With Baldwin leading the way, I crawled out on the top of the bobbing tender and stood braced against an anchored reel of steam hose. Around a curve and strung out across the length of steel pile trestling and bridge girders the loaded log cars swung gently as they followed along the dips of the roadbed.
Somewhere back there, hidden by other curves, was the caboose with a crew of old railroaders taking a last ride behind old 38. Groups of camera fans and steam locomotive lovers began showing up, perched in trees, grouped on stumps and other vantage points.
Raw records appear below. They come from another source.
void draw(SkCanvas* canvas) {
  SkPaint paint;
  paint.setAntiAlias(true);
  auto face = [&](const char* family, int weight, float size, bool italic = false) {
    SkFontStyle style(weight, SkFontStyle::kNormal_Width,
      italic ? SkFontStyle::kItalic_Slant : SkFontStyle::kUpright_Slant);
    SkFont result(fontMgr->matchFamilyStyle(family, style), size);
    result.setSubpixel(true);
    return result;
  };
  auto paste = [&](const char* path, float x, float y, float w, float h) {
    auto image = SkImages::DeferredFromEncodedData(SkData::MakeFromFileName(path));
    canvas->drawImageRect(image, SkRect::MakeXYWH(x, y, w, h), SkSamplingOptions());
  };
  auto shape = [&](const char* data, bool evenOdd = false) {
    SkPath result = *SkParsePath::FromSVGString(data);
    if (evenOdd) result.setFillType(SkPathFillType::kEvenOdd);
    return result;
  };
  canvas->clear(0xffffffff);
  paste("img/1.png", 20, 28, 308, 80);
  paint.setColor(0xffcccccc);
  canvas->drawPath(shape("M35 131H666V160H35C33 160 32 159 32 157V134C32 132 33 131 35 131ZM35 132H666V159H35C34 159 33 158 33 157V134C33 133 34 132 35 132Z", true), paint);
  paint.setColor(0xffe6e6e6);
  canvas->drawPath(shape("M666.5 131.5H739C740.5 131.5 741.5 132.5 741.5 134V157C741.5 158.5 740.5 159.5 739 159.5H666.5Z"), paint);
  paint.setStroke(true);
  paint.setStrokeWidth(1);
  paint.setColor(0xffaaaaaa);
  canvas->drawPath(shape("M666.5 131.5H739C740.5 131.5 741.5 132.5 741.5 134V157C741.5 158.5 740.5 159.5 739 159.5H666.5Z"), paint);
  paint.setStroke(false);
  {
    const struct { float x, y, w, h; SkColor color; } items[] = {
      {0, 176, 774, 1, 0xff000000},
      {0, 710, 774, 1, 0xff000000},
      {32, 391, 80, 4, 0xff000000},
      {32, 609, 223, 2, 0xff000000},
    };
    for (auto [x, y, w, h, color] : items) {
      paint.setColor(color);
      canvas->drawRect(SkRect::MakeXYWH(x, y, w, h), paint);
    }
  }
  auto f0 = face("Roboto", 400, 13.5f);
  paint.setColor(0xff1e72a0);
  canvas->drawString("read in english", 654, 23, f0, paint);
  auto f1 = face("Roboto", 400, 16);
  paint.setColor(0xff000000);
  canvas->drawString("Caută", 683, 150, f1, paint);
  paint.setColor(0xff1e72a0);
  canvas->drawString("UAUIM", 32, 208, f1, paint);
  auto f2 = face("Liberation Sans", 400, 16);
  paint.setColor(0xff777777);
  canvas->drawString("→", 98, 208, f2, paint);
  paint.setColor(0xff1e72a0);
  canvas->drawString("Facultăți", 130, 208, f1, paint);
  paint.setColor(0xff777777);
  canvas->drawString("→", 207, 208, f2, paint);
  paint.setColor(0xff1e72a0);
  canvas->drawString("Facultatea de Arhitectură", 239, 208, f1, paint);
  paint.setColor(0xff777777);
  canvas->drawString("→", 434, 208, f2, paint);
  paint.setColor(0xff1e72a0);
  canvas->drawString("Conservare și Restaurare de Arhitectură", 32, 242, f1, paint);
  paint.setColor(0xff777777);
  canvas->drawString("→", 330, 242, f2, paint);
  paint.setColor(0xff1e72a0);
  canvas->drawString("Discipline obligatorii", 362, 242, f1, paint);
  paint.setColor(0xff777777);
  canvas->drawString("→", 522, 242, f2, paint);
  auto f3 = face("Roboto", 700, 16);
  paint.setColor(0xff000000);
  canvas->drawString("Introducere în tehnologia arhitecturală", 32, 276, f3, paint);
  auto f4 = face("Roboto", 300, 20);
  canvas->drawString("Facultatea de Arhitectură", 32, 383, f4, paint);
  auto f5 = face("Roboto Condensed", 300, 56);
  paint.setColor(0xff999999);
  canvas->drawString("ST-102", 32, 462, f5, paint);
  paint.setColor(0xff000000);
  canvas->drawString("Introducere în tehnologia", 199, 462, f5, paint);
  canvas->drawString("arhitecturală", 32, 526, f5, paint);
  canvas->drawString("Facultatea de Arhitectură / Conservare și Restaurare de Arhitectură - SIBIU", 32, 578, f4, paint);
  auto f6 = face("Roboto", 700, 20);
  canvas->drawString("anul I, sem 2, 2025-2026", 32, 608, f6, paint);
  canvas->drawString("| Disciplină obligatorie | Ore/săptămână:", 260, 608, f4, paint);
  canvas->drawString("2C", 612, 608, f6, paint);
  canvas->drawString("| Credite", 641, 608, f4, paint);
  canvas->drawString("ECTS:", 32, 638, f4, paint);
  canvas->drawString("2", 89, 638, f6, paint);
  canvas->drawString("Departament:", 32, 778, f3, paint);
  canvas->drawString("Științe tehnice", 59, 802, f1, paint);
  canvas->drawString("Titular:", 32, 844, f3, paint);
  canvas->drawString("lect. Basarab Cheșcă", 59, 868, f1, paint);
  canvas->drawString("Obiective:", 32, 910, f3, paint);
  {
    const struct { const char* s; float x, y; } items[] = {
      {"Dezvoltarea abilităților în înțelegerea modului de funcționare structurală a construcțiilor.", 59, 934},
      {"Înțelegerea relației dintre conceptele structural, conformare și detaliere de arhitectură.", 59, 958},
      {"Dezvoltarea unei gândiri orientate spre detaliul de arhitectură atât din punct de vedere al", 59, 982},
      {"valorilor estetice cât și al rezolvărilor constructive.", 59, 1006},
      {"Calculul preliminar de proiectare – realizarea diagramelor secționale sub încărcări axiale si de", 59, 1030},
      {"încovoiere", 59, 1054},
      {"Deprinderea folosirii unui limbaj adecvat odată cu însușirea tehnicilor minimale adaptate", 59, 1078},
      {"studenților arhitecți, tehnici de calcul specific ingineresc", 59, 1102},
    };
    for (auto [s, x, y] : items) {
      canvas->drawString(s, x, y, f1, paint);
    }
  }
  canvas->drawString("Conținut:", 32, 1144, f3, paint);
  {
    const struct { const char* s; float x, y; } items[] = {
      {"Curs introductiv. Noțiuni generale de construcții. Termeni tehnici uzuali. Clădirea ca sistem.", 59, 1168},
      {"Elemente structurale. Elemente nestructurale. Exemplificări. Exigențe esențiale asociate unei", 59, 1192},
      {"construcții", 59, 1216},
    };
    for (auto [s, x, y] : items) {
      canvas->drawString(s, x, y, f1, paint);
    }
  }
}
Old 38 gave them a cheery blast from her whistle and kept plunging on.
She didn’t know on this March 31 day in 1962 as did some 3,000 others from as far away as Norway, South Carolina and Ohio, that this was her last run. Her owners, Rayonier Inc. were retiring her and seven others and replacing them with two haughty efficient, wheeled machines called diesels.
A few miles down the track the train dispatcher’s voice would bring old 38 to a halt. She would be uncoupled from her beloved train in front of a specially built speakers’ stand between the tracks and automobile-jammed U.S. Highway 101, some 15 miles north of Hoquiam, Washington.
There would be speeches and sadness and words of praise for old 38 and her kind. Old 38 would then move out of the way, slowly and alone, onto a spur track. The waiting diesel would move into position and take its place at the head of the train.
Everything was carried out as planned. When it was all over and as the diesel throbbed mightily and headed on down the track, old 38 gave it a warm, friendly salute from her whistle.
She was a lady, was old 38. Right up to the last.